1) Local java + stagemonitor OFF = < 200ms 2) Local java + stagemonitor ON = < 200ms 3) Containerized docker + stagemonitor OFF = < 200ms 4) Containerized docker + stagemonitor ON = ~7 seconds

So for some reason this overhead is only really noticeable with the combination of container + stagemonitor. Running outside of a container with stagemonitor works fine and running in a container with stagemonitor works fine, just the combination is producing large overhead somehow. The docker image I'm using is openjdk:8u162-jdk, can find more details on its Docker hub page here. I used similar Java versions although locally I was running 8u161.

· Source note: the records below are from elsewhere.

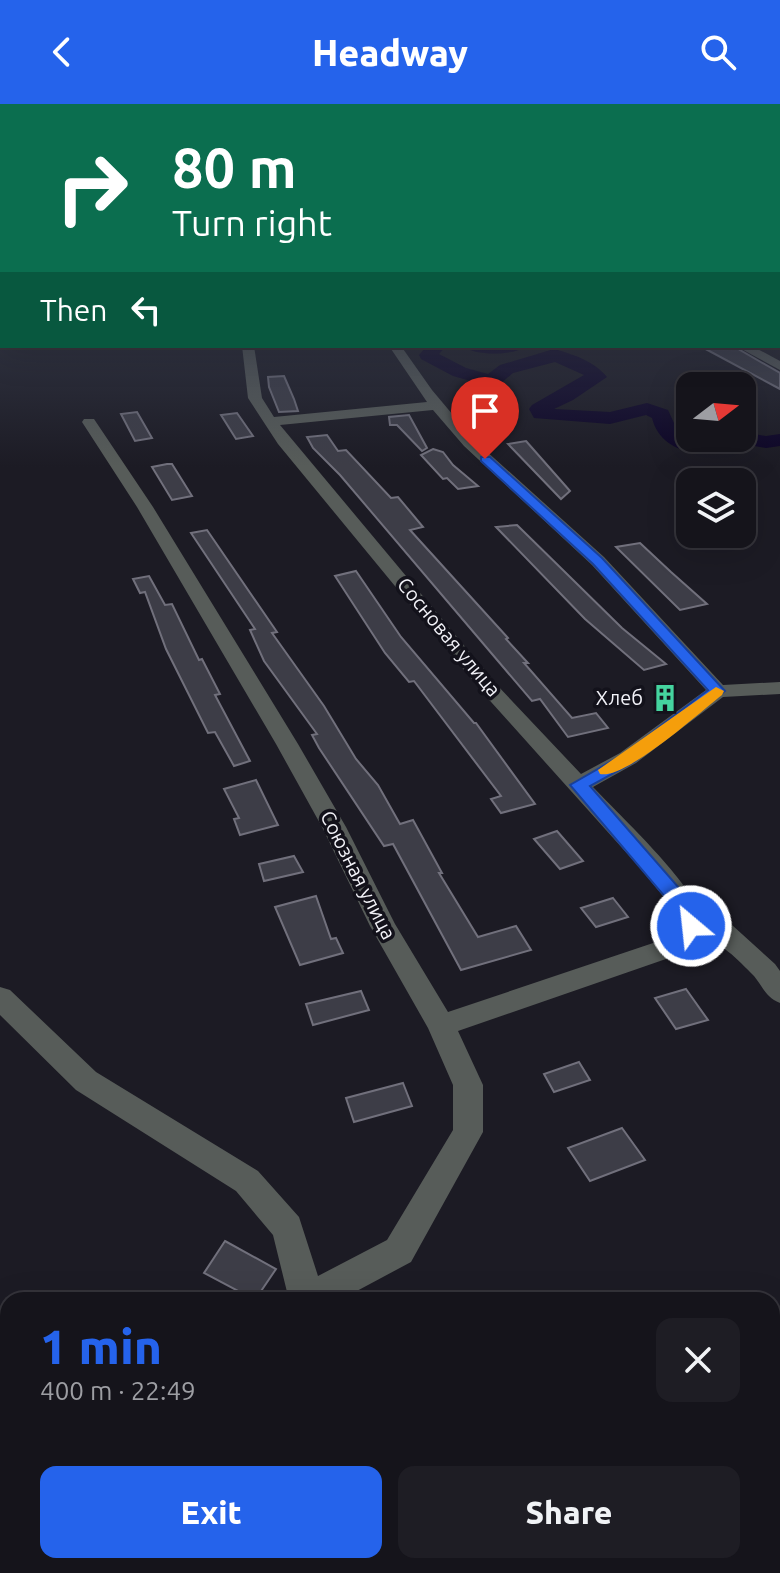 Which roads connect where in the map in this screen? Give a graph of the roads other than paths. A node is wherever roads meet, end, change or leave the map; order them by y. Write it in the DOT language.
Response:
graph roads {
  1 [pos="248,348"];
  2 [pos="396,348"];
  3 [pos="746,348"];
  4 [pos="780,366"];
  5 [pos="436,405"];
  6 [pos="273,421"];
  7 [pos="89,422"];
  8 [pos="780,688"];
  9 [pos="718,691"];
  10 [pos="579,785"];
  11 [pos="689,918"];
  12 [pos="780,992"];
  13 [pos="0,998"];
  14 [pos="441,1025"];
  15 [pos="305,1292"];
  16 [pos="320,1292"];
  1 -- 6 [label="street, Сосновая улица"];
  2 -- 5 [label="street"];
  3 -- 4 [label="street"];
  5 -- 6 [label="street"];
  5 -- 9 [label="street"];
  6 -- 10 [label="street, Сосновая улица"];
  7 -- 14 [label="street, Союзная улица"];
  8 -- 9 [label="street"];
  9 -- 10 [label="street"];
  10 -- 11 [label="street, Сосновая улица"];
  11 -- 12 [label="street"];
  11 -- 14 [label="street"];
  13 -- 15 [label="street"];
  14 -- 16 [label="street, Союзная улица"];
} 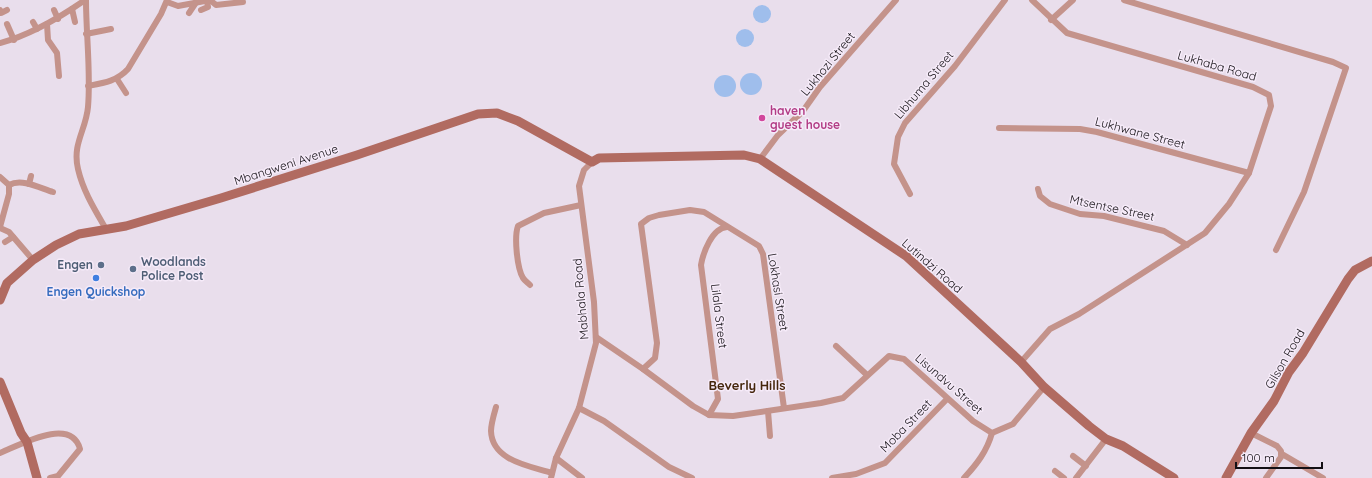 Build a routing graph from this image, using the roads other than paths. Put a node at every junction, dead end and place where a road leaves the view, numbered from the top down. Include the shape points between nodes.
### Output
1 (209, 0) edge
2 (896, 0) edge
3 (1005, 0) edge
4 (1032, 0) edge
5 (1073, 0) edge
6 (1124, 0) edge
7 (167, 1) edge
8 (243, 2) dead end
9 (190, 3) edge
10 (72, 9) junction
11 (54, 10) dead end
12 (201, 10) dead end
13 (189, 13) dead end
14 (58, 19) junction
15 (1051, 20) junction
16 (33, 22) dead end
17 (75, 22) dead end
18 (7, 24) dead end
19 (47, 24) junction
20 (38, 29) junction
21 (111, 29) dead end
22 (86, 34) junction
23 (14, 40) junction
24 (0, 44) edge
25 (59, 76) dead end
26 (117, 79) junction
27 (88, 86) junction
28 (126, 93) dead end
29 (999, 128) dead end
30 (760, 159) junction
31 (592, 162) junction
32 (1249, 173) junction
33 (31, 176) dead end
34 (0, 177) edge
35 (29, 184) junction
36 (9, 185) junction
37 (1038, 189) dead end
38 (53, 192) dead end
39 (910, 194) dead end
40 (581, 204) junction
41 (2, 208) edge
42 (727, 227) junction
43 (0, 228) edge
44 (106, 229) junction
45 (14, 238) junction
46 (5, 242) dead end
47 (1187, 245) junction
48 (1276, 250) dead end
49 (33, 260) junction
50 (1372, 260) edge
51 (530, 285) dead end
52 (2, 287) edge
53 (0, 300) edge
54 (596, 337) junction
55 (836, 346) dead end
56 (1021, 362) junction
57 (643, 369) junction
58 (867, 375) junction
59 (0, 382) edge
60 (1044, 387) junction
61 (947, 399) junction
62 (496, 407) dead end
63 (578, 408) junction
64 (784, 408) junction
65 (768, 410) junction
66 (710, 415) junction
67 (992, 433) junction
68 (1251, 433) junction
69 (770, 436) dead end
70 (1106, 439) junction
71 (27, 442) junction
72 (0, 454) edge
73 (1282, 454) junction
74 (1073, 456) dead end
75 (556, 458) junction
76 (1086, 466) junction
77 (1055, 470) dead end
78 (552, 476) edge
79 (37, 478) edge
80 (50, 478) edge
81 (582, 478) edge
82 (692, 478) edge
83 (832, 478) edge
84 (964, 478) edge
85 (1064, 478) edge
86 (1076, 478) edge
87 (1174, 478) edge
88 (1226, 478) edge
89 (1266, 478) edge
90 (1323, 478) edge

1 - 8 street via 216,5
1 - 9 street
1 - 12 street via 208,7
2 - 30 street, Lukhozi Street
3 - 39 street, Libhuma Street via 955,66 905,123 898,137 894,164
4 - 15 street, Lukhaba Road
5 - 15 street
6 - 48 street via 1346,68 1307,185
7 - 9 street via 178,6
7 - 26 street via 128,69
9 - 13 street
10 - 14 street
10 - 17 street
10 - 22 street via 86,0
11 - 14 street
14 - 19 street
15 - 32 street, Lukhaba Road via 1067,33 1253,87 1269,95 1271,106
16 - 20 street
18 - 23 street
19 - 20 street
19 - 25 street via 48,40 57,53
20 - 23 street
21 - 22 street
22 - 27 street
23 - 24 street
26 - 27 street
26 - 28 street
27 - 44 street via 88,108 83,130 76,145 78,168 85,192
29 - 32 street, Lukhwane Street via 1080,129 1097,132
30 - 31 street, Lutindzi Road via 744,155 599,158
30 - 56 street, Lutindzi Road via 906,256
31 - 40 street, Mabhala Road via 584,170 579,186
31 - 44 street, Mbangweni Avenue via 518,121 497,113 478,114 228,196 126,226
32 - 47 street, Lukhaba Road via 1205,233
33 - 35 street
34 - 36 street
35 - 36 street via 15,182
35 - 38 street via 37,190
36 - 41 street
37 - 47 street, Mtsentse Street via 1040,196 1050,204 1080,214 1104,216 1164,230
40 - 51 street via 544,213 518,226 515,234 520,268 523,278
40 - 54 street, Mabhala Road
41 - 43 street
42 - 57 street, Lokhasi Street via 704,212 690,210 659,215 641,224 657,343 655,358
42 - 64 street, Lokhasi Street via 759,246 762,254
42 - 66 street, Lilala Street via 717,232 706,249 701,265 718,399
43 - 45 street
44 - 49 street, Mbangweni Avenue via 79,234
45 - 46 street
45 - 49 street
47 - 56 street, Lukhaba Road via 1079,314 1050,329
49 - 52 street, Mbangweni Avenue
50 - 68 street, Gilson Road via 1354,270 1289,372 1274,401
52 - 53 street, Mbangweni Avenue
54 - 57 street, Lisundvu Street
54 - 63 street, Mabhala Road
55 - 58 street
56 - 60 street, Lutindzi Road
57 - 66 street, Lisundvu Street via 692,406
58 - 61 street, Lisundvu Street via 889,356 904,359
58 - 64 street, Lisundvu Street via 843,398
59 - 71 street
60 - 67 street via 1014,424
60 - 70 street, Lutindzi Road
61 - 67 street, Lisundvu Street
61 - 83 street, Moba Street via 885,464 856,474
62 - 78 street via 491,431 499,452 509,459
63 - 75 street, Mabhala Road
63 - 82 street via 604,421 669,467
64 - 65 street, Lisundvu Street
65 - 66 street, Lisundvu Street via 733,416
65 - 69 street
67 - 84 street via 977,464
68 - 73 street via 1277,446
68 - 88 street, Gilson Road
70 - 76 street
70 - 87 street, Lutindzi Road via 1128,449
71 - 72 street
71 - 79 street
71 - 80 street via 54,433 68,433 77,440 80,448 58,476
73 - 89 street
73 - 90 street
74 - 76 street
75 - 78 street, Mabhala Road
75 - 81 street
76 - 86 street
77 - 85 street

Any ideas? I'm trying to think of other variables here to narrow this down. I tried taking a look at the JIT logs via -XX:+PrintCompilation but nothing immediately stood out as being different between docker + stagemonitor ON vs local + stagemonitor ON. I've seen this issue in production on longer lived JVMs so I don't think it's some of the common benchmarking pitfalls like not waiting long enough for JIT compilation to have occurred. Our setup in stagemonitor is to basically include instrumentation only on our packages e.g. "com.mycompany". With this now though we've added some excludes to try to weed out those granular/low level methods but it's not really ideal and given this works fine locally not sure we would even have to do this.

I didn't get a chance to try other images yet. I've also reproduced this on EC2 instances running Linux although for my testing above I was using Docker for Mac (so probably not true apples to apples but you can see the local/stagemonitor off vs container/stagemonitor off performance is pretty much the same)